A poll question “Have you ever had to face a zero day in your career?” was asked with the result: Yes 45%, No 55%
DEALING WITH ZERO DAY ATTACKS
The combination of automation (or AI) and a zero day is particularly worrisome, since it can go “galloping through your network”. Masson gave the example of the Maersk shipping company where people were running down the halls screaming “unplug your computers”. He also discussed the March 2020 global intrusion campaign called APT41 which targeted certain industries like Banking and Finance, Media, Oil & Gas, and, he said, law firms. The bad actors behind it “exploited the attack and used it as quickly as they could before anyone could respond with a signature to detect and defend.”
One CISO, from the energy sector, reported “We’ve seen a zero day. We were tracking down what we thought was an operational problem, thought it was a bad patch. We knew it was an inconsistency but not a cyber attack.” He estimated it was in the environment for six days before it was spotted. He then asked, “With automated response, is it important to have best of breed or would it be better to have a solid integrated platform?”

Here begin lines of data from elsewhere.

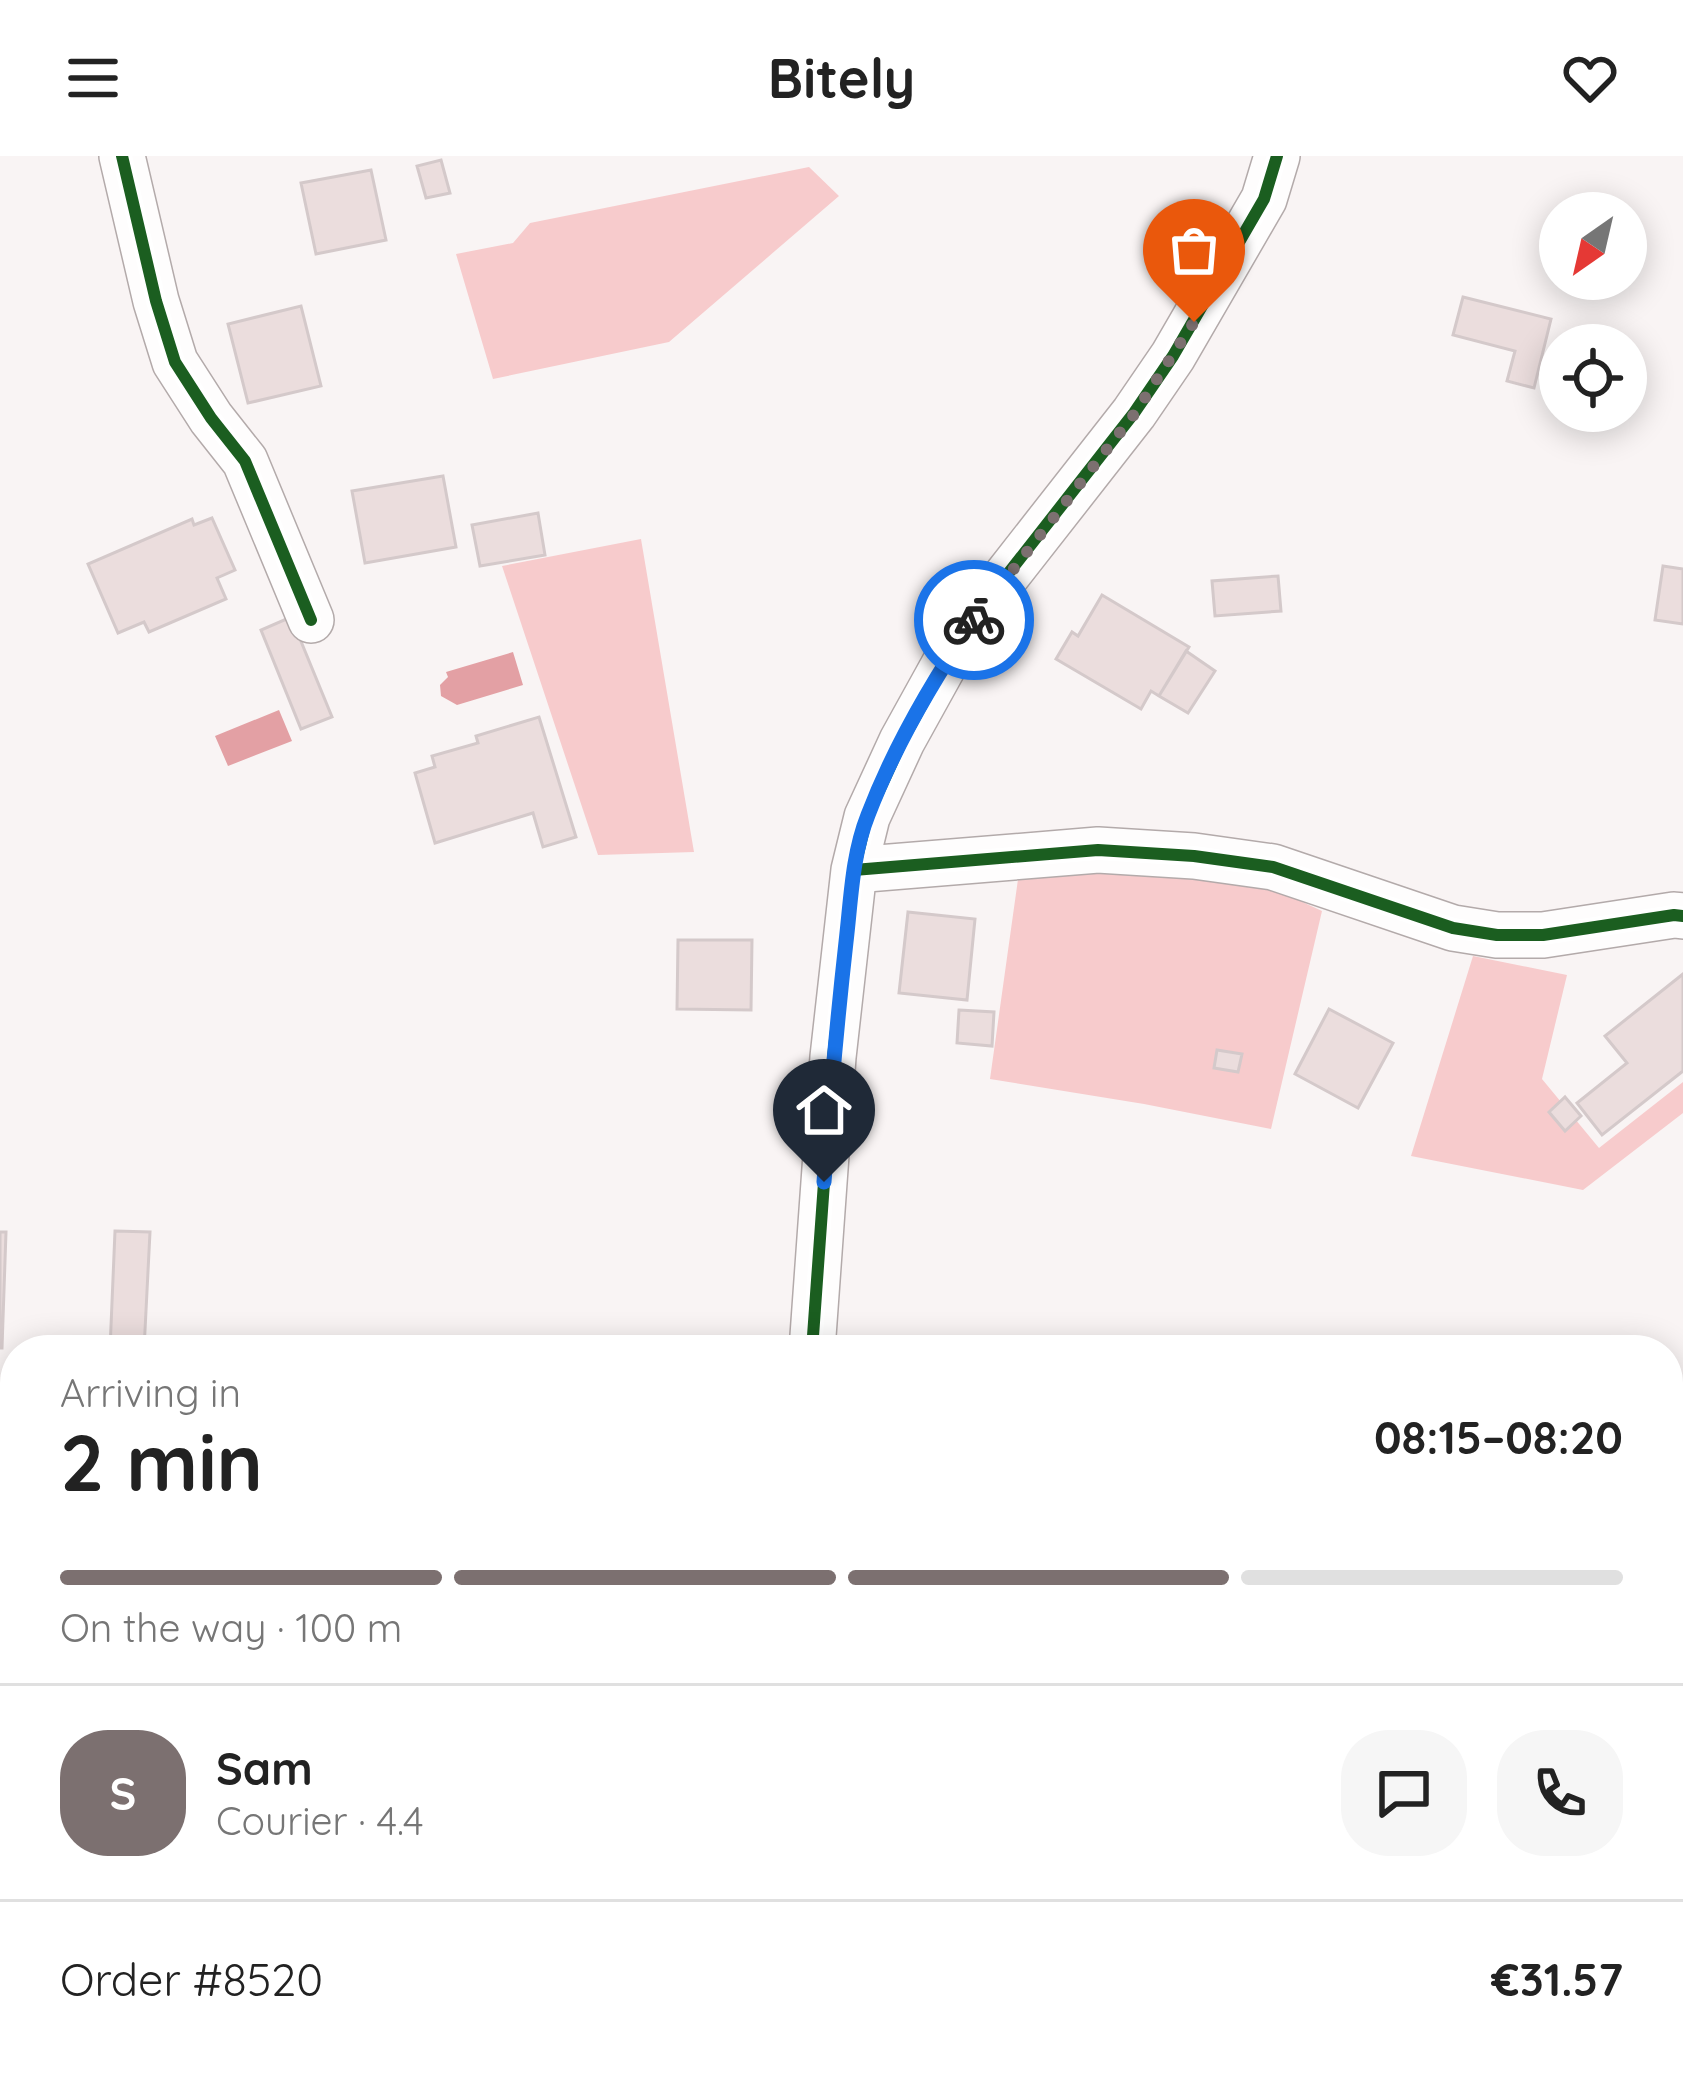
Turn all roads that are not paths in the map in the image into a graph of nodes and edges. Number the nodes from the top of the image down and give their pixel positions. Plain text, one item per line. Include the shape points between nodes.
1 (122, 156) edge
2 (1277, 156) edge
3 (311, 620) dead end
4 (854, 870) junction
5 (1683, 916) edge
6 (813, 1335) edge

1 - 3 street via 175,362 244,461
2 - 4 street via 1264,199 1173,356 950,656 867,817
4 - 5 street via 1098,850 1273,867 1453,928 1497,935
4 - 6 street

Masson replied that is a good question. “You’re better off taking a unified view than a siloed one, because attackers take a unified view. It is possible to have a self-aware approach”. He summarized his experience with automated attacks as follows: “You can only fight AI with AI. We’ve been using AI for over seven years. This is perhaps the first time in cybersecurity history where the defensive side (the defenders) has had the weapon (AI) before the attackers.”